Saved entries:
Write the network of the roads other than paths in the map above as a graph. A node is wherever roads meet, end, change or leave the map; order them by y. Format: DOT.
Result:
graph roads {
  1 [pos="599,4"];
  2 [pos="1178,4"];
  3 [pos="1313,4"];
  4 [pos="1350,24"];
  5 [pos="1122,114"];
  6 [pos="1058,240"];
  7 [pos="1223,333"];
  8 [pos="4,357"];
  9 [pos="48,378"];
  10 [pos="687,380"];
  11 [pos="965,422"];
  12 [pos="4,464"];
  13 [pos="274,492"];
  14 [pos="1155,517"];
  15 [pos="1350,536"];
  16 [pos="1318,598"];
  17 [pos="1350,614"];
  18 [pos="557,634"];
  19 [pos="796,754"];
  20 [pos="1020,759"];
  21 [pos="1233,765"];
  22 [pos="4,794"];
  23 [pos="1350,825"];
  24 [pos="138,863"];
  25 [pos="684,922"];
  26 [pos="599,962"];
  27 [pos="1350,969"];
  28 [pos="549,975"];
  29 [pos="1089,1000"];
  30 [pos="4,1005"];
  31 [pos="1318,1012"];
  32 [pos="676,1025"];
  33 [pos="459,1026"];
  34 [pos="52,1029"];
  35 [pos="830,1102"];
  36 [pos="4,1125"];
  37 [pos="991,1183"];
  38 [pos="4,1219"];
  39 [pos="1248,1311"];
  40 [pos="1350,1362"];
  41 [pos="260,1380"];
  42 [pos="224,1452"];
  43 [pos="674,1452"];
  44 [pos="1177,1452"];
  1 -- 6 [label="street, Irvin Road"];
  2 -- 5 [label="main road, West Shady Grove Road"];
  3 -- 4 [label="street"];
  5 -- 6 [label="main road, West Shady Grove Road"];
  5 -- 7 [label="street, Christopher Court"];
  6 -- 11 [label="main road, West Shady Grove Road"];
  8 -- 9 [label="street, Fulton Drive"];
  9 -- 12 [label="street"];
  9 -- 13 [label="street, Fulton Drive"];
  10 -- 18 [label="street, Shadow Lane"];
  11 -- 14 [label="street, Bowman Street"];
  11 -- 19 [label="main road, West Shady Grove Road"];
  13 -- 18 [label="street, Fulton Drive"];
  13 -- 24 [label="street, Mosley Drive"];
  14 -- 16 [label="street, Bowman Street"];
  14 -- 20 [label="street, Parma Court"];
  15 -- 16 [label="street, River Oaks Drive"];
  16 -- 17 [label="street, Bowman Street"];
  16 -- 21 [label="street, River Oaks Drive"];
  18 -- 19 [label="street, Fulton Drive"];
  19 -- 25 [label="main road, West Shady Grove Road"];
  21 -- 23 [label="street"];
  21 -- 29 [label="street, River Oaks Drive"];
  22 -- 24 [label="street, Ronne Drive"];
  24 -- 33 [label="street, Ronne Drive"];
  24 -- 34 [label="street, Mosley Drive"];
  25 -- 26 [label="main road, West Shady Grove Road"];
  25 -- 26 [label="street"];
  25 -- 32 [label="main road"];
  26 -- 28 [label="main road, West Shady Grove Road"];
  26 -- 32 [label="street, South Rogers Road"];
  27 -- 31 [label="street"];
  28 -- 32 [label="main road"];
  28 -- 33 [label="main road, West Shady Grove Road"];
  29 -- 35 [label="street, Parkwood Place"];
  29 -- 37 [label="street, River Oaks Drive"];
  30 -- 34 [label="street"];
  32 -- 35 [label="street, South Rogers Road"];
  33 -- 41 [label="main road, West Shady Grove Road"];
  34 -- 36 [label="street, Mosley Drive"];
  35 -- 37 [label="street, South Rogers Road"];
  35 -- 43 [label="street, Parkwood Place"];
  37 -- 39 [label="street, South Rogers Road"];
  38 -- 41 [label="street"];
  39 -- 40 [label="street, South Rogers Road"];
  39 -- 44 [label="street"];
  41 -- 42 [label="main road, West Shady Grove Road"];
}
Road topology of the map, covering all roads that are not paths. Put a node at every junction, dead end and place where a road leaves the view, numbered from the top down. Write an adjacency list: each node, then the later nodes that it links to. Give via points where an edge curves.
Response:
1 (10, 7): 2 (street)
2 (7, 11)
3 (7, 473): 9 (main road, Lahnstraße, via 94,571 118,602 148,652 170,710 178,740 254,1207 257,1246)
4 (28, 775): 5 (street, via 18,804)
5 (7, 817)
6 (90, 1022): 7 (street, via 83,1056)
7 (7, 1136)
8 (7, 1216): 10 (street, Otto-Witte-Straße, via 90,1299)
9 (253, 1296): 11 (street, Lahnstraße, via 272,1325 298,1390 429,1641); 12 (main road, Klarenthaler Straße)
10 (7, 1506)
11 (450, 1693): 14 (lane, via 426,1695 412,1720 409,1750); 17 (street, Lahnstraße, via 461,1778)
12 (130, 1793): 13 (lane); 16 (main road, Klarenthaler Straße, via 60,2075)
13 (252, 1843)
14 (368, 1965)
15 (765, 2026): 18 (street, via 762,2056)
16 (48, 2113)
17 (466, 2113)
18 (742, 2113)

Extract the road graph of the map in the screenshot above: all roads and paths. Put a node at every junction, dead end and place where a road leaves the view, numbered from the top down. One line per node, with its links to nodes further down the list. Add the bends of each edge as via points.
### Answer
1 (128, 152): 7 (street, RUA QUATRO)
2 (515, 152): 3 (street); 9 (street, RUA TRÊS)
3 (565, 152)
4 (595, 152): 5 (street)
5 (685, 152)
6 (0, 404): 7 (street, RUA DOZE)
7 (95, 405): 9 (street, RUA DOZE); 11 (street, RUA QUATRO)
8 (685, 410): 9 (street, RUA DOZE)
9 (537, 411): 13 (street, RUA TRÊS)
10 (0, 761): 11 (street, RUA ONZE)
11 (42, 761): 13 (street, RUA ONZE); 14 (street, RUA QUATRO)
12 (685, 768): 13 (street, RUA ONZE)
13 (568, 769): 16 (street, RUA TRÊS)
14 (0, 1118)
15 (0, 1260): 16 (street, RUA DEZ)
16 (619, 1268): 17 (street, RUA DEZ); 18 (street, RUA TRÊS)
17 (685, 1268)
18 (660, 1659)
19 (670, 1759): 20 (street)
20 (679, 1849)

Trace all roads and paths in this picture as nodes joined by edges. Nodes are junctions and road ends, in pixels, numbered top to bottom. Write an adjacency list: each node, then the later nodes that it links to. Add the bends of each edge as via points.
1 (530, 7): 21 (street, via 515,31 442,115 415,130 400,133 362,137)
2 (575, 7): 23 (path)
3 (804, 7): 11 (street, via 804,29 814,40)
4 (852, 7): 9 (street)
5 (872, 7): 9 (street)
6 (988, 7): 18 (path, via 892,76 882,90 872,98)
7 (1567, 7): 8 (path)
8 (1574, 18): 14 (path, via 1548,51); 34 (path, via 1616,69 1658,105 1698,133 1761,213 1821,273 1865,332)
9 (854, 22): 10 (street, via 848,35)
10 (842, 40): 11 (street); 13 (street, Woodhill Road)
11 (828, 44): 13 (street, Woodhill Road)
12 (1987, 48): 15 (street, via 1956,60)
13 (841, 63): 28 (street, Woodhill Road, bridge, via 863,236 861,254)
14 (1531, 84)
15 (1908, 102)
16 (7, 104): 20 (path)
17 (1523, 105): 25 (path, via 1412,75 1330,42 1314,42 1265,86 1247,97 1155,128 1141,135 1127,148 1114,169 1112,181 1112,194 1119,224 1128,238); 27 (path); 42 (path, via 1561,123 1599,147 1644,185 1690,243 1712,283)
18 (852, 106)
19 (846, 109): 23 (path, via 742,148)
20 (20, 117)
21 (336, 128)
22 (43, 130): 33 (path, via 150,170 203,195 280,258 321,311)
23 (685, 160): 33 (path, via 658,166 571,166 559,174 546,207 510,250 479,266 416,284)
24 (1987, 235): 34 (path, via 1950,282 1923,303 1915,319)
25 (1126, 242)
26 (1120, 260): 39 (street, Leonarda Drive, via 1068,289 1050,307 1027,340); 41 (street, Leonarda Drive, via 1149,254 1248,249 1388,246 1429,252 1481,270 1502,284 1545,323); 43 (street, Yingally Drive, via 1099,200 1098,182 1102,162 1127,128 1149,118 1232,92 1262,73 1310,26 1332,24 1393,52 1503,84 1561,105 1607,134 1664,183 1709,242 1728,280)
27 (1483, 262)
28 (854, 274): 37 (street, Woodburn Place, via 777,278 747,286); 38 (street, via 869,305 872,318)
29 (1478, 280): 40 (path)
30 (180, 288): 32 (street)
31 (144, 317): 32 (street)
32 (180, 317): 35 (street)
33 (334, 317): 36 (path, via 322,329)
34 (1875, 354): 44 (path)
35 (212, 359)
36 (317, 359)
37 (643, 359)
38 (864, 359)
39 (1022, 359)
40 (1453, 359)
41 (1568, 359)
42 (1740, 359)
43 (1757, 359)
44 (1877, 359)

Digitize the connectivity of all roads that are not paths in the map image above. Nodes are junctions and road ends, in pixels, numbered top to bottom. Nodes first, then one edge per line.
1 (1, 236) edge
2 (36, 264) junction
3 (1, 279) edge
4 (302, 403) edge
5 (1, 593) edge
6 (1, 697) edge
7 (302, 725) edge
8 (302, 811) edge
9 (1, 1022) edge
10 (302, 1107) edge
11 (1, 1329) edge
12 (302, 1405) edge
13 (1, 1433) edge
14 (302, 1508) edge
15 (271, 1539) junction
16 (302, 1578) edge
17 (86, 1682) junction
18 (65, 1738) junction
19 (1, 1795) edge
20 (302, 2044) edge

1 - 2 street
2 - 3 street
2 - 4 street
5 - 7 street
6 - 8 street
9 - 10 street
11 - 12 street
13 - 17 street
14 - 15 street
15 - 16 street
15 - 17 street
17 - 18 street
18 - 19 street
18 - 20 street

▶ [Problem details] Please return a copy of each line in the entries that has the string "Oaks".

▶ [Result]
  15 -- 16 [label="street, River Oaks Drive"];
  16 -- 21 [label="street, River Oaks Drive"];
  21 -- 29 [label="street, River Oaks Drive"];
  29 -- 37 [label="street, River Oaks Drive"];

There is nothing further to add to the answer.